START Data for processing

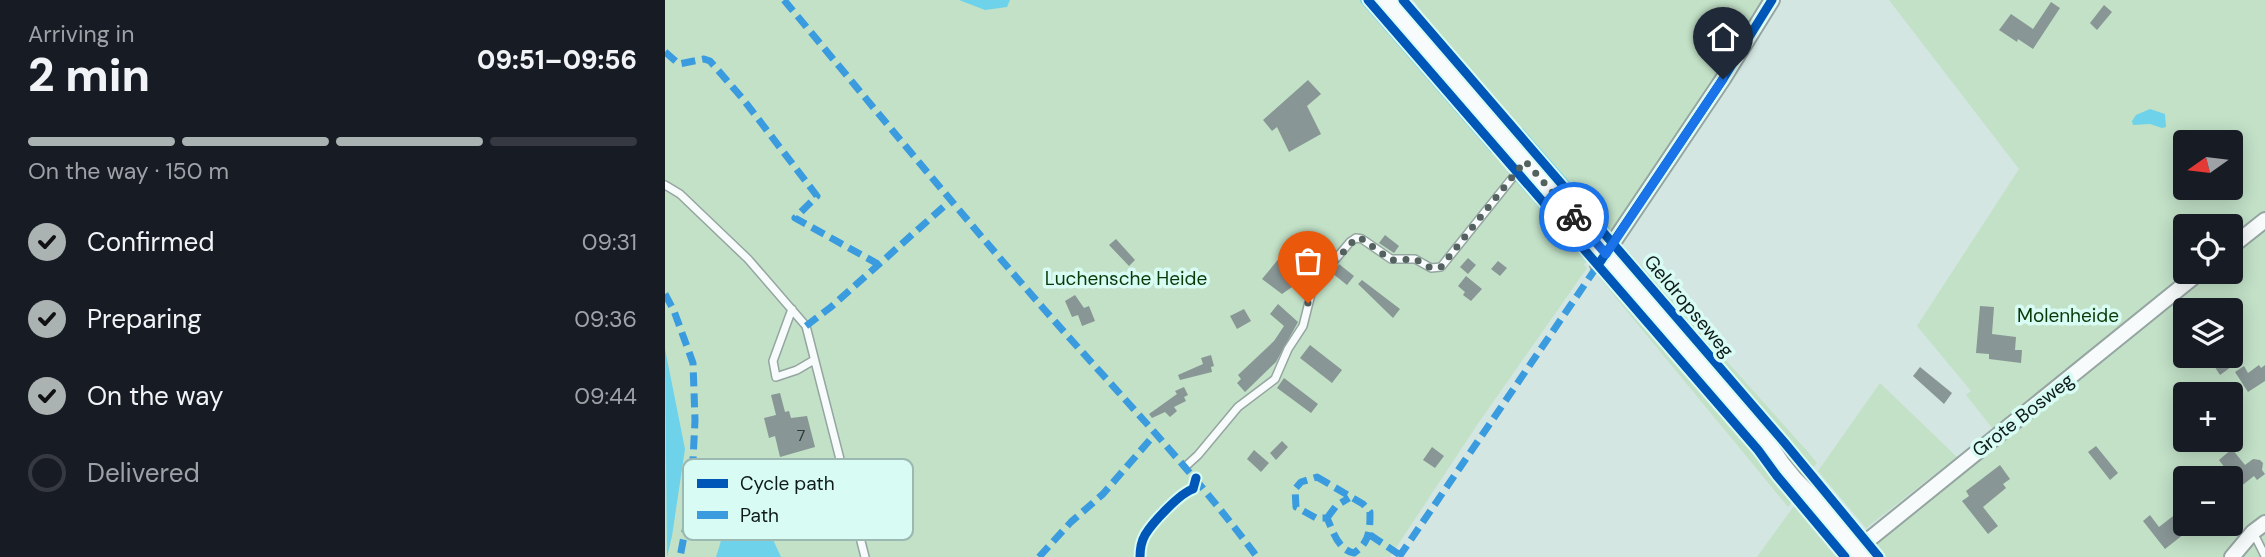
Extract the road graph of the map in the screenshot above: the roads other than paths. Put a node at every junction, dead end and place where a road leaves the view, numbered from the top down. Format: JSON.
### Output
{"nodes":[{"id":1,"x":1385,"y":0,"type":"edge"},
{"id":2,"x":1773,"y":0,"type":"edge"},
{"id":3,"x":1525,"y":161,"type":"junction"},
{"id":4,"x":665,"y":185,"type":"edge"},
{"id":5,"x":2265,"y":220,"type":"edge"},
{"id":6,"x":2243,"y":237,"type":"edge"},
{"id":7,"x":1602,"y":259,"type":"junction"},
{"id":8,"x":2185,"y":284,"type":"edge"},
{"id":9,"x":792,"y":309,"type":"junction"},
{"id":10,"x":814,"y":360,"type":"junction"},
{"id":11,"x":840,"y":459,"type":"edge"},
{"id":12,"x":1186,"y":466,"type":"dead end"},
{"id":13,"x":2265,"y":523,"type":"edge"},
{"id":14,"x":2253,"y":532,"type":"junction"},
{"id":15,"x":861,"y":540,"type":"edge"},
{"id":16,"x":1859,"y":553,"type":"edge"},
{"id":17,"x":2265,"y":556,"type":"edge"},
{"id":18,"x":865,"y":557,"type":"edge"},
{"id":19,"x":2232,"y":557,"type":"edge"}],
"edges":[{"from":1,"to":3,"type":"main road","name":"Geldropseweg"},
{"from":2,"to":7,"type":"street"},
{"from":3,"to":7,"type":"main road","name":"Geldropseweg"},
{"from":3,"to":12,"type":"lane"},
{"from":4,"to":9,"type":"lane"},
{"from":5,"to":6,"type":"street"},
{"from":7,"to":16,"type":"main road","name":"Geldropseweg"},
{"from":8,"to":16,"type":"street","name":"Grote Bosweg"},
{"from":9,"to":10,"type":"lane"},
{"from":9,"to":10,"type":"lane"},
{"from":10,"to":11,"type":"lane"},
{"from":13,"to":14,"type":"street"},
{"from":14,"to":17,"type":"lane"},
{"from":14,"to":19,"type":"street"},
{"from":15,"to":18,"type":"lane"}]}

END Data for processing

*Exercise requirements*:
Your task is to show every line of the listing above containing "dead".

*Response to the task*:
Extract the road graph of the map in the screenshot above: the roads other than paths. Put a node at every junction, dead end and place where a road leaves the view, numbered from the top down. Format: JSON.
{"id":12,"x":1186,"y":466,"type":"dead end"},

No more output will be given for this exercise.